Nunca antes se vio con tal claridad que la guerra no era económica. Como supo notar Cullen, se trata de una "guerra integral" de los pueblos por su "ser-nacional". Si la economía reaparece una y otra vez en los debates políticos de la región es porque la usual confusión entre capitalismo e imperialismo es funcional al frente liberal. Eso siempre estuvo claro en Bolivia. Aunque se digan anticapitalistas, ni Evo ni su vice García Linera renegaron del capitalismo en los 14 años de su Proceso de Cambio. Y ante el golpe consumado, aunque Evo renunciara declarando que "el capitalismo no es la solución para la humanidad", guardaría su mayor dureza para el imperialismo, al que acusó de ser "el peor enemigo" de la humanidad.

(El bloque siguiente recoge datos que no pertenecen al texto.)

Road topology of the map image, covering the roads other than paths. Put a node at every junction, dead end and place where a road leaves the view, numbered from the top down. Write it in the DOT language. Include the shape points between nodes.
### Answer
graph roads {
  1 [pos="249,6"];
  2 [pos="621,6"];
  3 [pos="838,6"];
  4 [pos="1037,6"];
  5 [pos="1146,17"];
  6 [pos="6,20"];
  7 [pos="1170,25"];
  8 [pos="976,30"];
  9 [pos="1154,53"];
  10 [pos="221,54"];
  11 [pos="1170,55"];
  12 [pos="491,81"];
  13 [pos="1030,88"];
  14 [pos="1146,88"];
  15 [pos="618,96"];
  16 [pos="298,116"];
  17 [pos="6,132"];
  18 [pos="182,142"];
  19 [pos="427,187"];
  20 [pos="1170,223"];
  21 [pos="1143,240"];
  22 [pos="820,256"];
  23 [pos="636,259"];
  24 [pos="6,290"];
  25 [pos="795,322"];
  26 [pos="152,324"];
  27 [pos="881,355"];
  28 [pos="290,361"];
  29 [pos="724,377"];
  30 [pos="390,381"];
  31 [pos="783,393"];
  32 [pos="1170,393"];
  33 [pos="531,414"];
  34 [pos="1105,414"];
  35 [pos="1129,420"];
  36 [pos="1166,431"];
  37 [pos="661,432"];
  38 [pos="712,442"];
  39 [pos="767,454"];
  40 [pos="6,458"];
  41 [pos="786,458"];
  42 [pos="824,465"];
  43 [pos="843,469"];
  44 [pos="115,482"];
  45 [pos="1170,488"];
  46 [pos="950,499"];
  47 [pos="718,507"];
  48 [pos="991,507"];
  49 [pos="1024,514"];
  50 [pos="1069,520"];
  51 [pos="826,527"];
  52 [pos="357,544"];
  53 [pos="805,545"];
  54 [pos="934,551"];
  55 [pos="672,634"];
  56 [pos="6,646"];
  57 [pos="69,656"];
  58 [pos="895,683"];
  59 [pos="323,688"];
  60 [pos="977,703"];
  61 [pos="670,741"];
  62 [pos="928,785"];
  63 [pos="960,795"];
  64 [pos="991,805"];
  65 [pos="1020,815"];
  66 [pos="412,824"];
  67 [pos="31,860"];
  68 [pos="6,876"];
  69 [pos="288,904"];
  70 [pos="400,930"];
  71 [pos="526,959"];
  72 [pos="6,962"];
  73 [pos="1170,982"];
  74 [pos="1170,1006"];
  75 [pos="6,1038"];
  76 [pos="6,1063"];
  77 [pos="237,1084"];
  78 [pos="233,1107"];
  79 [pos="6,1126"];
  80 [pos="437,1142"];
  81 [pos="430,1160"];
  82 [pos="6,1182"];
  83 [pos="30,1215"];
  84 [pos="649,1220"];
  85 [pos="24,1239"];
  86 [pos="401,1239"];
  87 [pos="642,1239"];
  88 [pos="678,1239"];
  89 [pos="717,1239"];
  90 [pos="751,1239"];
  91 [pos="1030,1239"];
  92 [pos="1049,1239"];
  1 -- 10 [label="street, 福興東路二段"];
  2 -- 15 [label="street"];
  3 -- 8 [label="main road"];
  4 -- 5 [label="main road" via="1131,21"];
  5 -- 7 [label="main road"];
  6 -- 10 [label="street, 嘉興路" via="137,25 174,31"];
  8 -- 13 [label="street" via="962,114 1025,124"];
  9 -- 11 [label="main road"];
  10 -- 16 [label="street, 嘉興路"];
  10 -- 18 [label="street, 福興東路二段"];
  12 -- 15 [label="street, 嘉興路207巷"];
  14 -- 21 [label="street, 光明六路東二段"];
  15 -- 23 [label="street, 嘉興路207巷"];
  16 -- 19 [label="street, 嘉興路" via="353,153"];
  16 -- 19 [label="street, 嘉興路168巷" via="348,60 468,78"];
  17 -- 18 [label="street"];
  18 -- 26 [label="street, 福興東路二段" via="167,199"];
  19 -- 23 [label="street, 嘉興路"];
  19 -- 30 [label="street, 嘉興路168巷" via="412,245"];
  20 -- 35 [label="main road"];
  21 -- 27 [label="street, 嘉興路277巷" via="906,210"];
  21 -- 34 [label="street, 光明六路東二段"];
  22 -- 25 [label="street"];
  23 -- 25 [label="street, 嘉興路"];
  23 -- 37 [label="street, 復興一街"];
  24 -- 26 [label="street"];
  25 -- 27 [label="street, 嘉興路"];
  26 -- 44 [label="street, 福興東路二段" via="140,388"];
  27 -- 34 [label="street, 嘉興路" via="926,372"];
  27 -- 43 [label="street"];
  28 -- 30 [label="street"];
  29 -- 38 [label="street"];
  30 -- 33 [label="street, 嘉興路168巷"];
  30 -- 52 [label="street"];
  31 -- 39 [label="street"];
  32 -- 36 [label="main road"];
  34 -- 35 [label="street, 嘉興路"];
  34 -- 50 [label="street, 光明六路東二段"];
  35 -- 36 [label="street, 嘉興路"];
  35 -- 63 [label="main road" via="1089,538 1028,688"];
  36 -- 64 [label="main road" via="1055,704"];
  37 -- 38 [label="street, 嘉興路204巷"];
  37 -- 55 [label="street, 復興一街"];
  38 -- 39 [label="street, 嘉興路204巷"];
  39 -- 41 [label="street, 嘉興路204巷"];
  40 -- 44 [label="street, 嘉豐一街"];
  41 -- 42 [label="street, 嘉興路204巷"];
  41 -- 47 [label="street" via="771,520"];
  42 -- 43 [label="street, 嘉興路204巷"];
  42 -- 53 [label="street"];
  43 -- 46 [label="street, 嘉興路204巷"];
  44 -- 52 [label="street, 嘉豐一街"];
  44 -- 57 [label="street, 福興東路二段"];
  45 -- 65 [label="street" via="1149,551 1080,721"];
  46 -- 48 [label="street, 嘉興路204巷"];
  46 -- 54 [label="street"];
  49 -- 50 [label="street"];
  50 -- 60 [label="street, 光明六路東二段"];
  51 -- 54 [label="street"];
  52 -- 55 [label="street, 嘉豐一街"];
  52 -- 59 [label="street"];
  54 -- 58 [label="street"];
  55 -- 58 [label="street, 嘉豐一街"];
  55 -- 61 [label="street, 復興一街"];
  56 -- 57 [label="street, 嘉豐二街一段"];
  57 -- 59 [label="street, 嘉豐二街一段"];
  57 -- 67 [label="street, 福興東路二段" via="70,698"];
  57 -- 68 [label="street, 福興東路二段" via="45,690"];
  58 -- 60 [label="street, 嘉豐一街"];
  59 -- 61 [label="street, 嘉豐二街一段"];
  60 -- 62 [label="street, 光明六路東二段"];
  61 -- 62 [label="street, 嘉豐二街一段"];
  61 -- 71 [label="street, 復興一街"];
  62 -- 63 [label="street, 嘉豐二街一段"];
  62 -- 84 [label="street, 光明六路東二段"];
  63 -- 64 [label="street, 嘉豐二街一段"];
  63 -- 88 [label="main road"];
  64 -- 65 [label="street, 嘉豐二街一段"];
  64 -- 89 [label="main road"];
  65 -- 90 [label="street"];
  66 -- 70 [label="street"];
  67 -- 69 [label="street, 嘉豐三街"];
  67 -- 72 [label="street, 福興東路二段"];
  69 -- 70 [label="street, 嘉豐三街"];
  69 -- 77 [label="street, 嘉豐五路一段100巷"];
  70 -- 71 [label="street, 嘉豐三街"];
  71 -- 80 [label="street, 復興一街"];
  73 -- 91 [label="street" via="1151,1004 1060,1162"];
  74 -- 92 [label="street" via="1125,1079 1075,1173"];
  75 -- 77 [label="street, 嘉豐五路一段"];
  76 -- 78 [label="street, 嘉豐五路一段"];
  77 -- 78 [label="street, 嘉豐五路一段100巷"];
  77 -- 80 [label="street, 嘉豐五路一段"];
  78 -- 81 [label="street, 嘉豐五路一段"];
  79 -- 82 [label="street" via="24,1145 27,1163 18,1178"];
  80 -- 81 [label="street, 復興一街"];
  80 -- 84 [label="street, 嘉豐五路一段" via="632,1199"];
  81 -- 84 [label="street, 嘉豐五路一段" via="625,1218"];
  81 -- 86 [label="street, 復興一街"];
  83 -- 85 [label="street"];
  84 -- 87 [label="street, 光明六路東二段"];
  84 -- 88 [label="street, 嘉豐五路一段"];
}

El debate económico importa al frente liberal imperialista porque es su elemento legitimador. El liberalismo no se legitima en la práctica, sino a través de sus promesas. Y es a través de promesas (la promesa de "ser como los otros", de "ser como los países desarrollados") que se moldean las conciencias y las expectativas, que se da forma al sentido común según principios de racionalidad occidental-europeos. El liberalismo promete "civilización" frente al primitivismo barbárico de los sectores populares (que en Bolivia son encarnados por el indigenismo, pero que en cada territorio del continente suponen un conglomerado social específico); el liberalismo promete desarrollo económico y un bienestar basado en el consumo frente al "buen vivir" modesto y humilde de los sectores populares; el liberalismo promete una unidad cultural y de sentir ordenadora frente al caos de la pluralidad que divide a la Nación en muchas naciones, y que divide el interés común en múltiples intereses sectoriales. En la disputa por el continente, entonces, la economía es un arma de sentido, la articuladora semántica de una conciencia eternamente subsumida y colonial. Pero es también un rey desnudo. Si hay un proceso reciente que se encargó de desmentir la narrativa liberal, este fue el Proceso de Cambio conducido por Evo Morales en Bolivia.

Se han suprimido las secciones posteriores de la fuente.